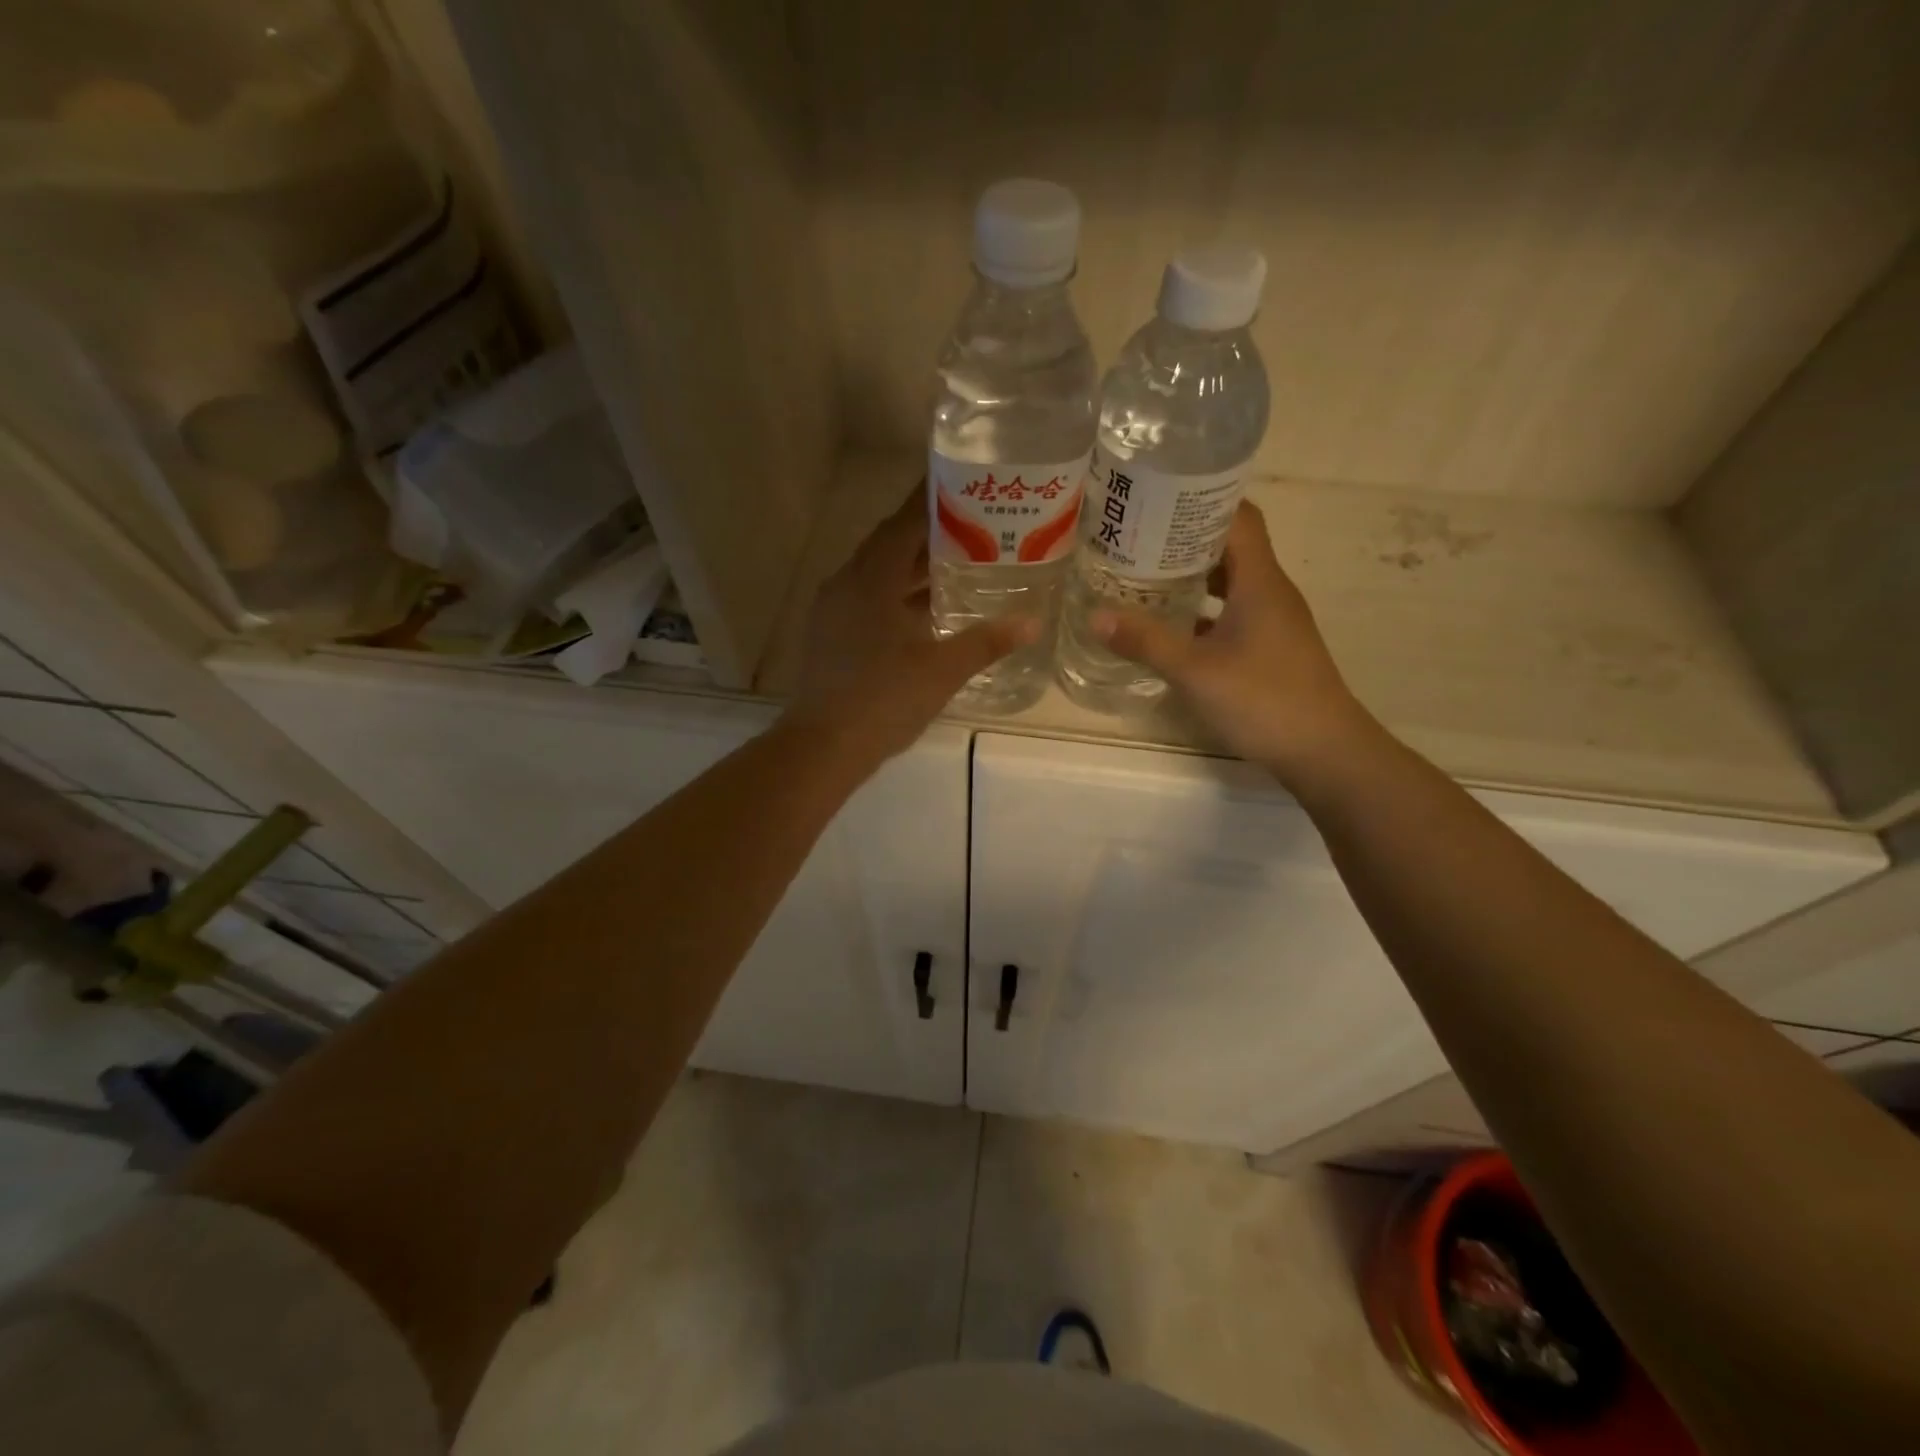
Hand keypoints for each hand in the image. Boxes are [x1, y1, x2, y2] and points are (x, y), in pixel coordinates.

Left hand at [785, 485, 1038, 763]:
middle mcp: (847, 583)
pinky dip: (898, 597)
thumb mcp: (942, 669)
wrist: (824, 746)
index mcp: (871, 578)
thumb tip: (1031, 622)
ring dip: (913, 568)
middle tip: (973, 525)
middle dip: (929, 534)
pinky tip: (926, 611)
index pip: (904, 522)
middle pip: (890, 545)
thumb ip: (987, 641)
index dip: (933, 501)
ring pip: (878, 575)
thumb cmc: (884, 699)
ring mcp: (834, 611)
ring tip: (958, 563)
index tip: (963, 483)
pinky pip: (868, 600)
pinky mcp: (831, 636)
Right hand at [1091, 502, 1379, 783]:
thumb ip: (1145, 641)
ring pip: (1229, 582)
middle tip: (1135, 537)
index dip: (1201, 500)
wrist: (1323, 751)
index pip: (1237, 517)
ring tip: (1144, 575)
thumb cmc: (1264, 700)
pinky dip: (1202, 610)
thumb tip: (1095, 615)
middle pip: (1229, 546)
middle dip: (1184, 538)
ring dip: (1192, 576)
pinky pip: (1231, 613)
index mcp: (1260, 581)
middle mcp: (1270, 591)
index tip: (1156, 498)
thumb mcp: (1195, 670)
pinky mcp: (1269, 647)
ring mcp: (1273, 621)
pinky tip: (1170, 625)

Action item
Look through the data above for the word "ring". Report each line where it occurs.

Solution to this exercise
ring dip: (913, 568)
ring pip: (878, 575)
ring mcp: (834, 611)
ring tip: (958, 563)
ring pip: (1229, 582)
ring tip: (1144, 575)
ring dip: (1192, 576)
ring mcp: (1273, 621)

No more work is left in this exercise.